This year marks the 30th Anniversary of the Convention on the Rights of the Child (CRC), a demonstration of the world's commitment to children, but also a reminder that the convention exists because children require special protection by the individuals, families, communities, and systems around them.
“I think of how humanitarian crises disproportionately affect girls and boys. In South Sudan, over 1.9 million children have been affected by crisis and ongoing conflict (a violation of Article 24: the right to healthcare, clean water, healthy food, and a safe environment to live in)”, says Vanessa Saraiva, World Vision’s Senior Gender and Protection Advisor in South Sudan.
“Universal Children’s Day is an opportunity to recommit to children and to fulfill their rights,” says UNICEF South Sudan's Chief of Field Operations Mads Oyen. He adds, “While we have seen progress for children across the world since the Convention on the Rights of the Child was adopted 30 years ago, many children are left behind including children in South Sudan. It is their time now, and we call on all partners and stakeholders to do their utmost to help fulfill the rights of children in South Sudan.”
South Sudan’s long-running conflict has brought untold misery and suffering to its population. But more painfully, it has set-back the future of its 12 million population, half of them children. As the gains of the convention is being celebrated, the world must act on these realities for South Sudan’s children to reach fullness of lives.
- One in three schools has been damaged, destroyed, or occupied since 2013, leaving 2.2 million children out of school (a violation of Article 28, the right to an education).
- Over 8,500 children need family tracing to be reunited with their families and caregivers (a violation of Article 9, focused on keeping families together)
- Over 19,000 children have been associated with armed forces and groups (a violation of Article 38, the right for children to be protected during conflict and not partake in it).
Girls and boys are the future of South Sudan; together, we must protect the future generation and prevent violations from occurring in the first place.
“The success of the peace process in South Sudan will no doubt pave the way for many of the urgent changes needed to change the lives of the children.
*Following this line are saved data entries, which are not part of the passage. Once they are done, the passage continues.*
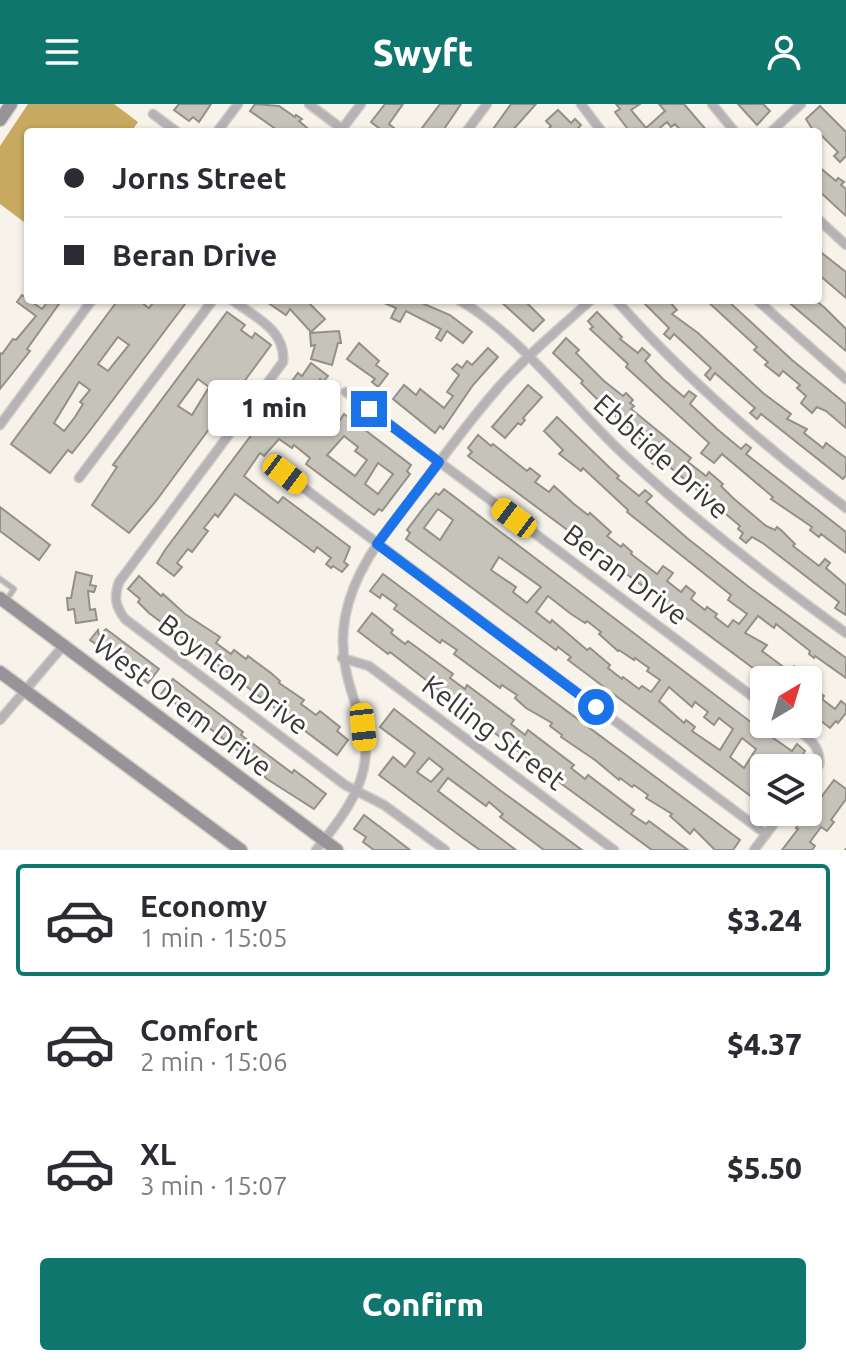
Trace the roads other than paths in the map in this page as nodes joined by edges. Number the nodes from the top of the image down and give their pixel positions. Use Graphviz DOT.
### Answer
graph roads {
  1 [pos="11,104"];
  2 [pos="238,104"];
  3 [pos="309,104"];
  4 [pos="361,104"];
  5 [pos="487,104"];
  6 [pos="581,104"];
  7 [pos="712,104"];
  8 [pos="801,104"];
  9 [pos="153,114"];
  10 [pos="0,120"];
  11 [pos="172,128"];
  12 [pos="220,128"];
  13 [pos="341,128"];
  14 [pos="345,128"];
  15 [pos="469,128"];
  16 [pos="599,128"];
  17 [pos="732,128"];
  18 [pos="775,128"];
  19 [pos="822,223"];
  20 [pos="846,245"];
  21 [pos="89,304"];
  22 [pos="210,304"];
  23 [pos="237,304"];
  24 [pos="465,304"];
  25 [pos="587,304"];
  26 [pos="620,304"];
  27 [pos="762,304"];
  28 [pos="528,357"];
  29 [pos="846,379"];
  30 [pos="346,392"];
  31 [pos="0,425"];
  32 [pos="439,462"];
  33 [pos="285,474"];
  34 [pos="79,478"];
  35 [pos="846,508"];
  36 [pos="377,544"];
  37 [pos="0,579"];
  38 [pos="2,600"];
  39 [pos="846,633"];
  40 [pos="63,646"];
  41 [pos="342,658"];
  42 [pos="0,672"];
  43 [pos="25,690"];
  44 [pos="750,695"];
  45 [pos="0,720"];
  46 [pos="807,738"];
  47 [pos="818,754"];
  48 [pos="357,790"];
  49 [pos="772,826"];
  50 [pos="766,834"];
  51 [pos="320,845"];
  52 [pos="241,850"];
  53 [pos="337,850"];
  54 [pos="445,850"];
  55 [pos="614,850"];
  56 [pos="754,850"];
  1 -- 10 [label="main road"];
  2 -- 12 [label="street"];
  3 -- 13 [label="street"];
  4 -- 14 [label="street"];
  5 -- 15 [label="street"];
  6 -- 16 [label="street"];
  7 -- 17 [label="street"];
  8 -- 18 [label="street"];
  9 -- 11 [label="street"];
  19 -- 20 [label="street"];
  21 -- 31 [label="street"];
  22 -- 34 [label="street"];
  23 -- 48 [label="street, Boynton Drive"];
  24 -- 28 [label="street, Ebbtide Drive"];
  25 -- 28 [label="street"];
  26 -- 35 [label="street"];
  27 -- 29 [label="street"];
  28 -- 32 [label="street"];
  28 -- 39 [label="street, Ebbtide Drive"];
  30 -- 32 [label="street, Beran Drive"];
  32 -- 36 [label="street"];
  32 -- 44 [label="street, Beran Drive"];
  33 -- 36 [label="street"];
  36 -- 41 [label="street"];
  36 -- 50 [label="street"];
  37 -- 38 [label="lane"];
  38 -- 40 [label="main road, West Orem Drive"];
  40 -- 43 [label="street"];
  40 -- 51 [label="main road, West Orem Drive"];
  41 -- 48 [label="street"];
  41 -- 55 [label="street, Kelling Street"];
  42 -- 43 [label="main road"];
  43 -- 45 [label="street"];
  43 -- 52 [label="main road"];
  46 -- 47 [label="street"];
  48 -- 51 [label="street"];
  48 -- 54 [label="street, Boynton Drive"];
  49 -- 50 [label="street"];
  50 -- 56 [label="street"];
  51 -- 53 [label="main road, West Orem Drive"];
}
The conditions at the moment are deplorable as it hinders their full potential. They are the country’s future leaders and stunting their growth will also hinder the country’s. This needs to change”, says Mesfin Loha, World Vision South Sudan’s Country Programme Director.
World Vision’s programs in South Sudan has reached out to over 1.5 million people, giving priority to protecting and upholding the rights of children, the country’s future.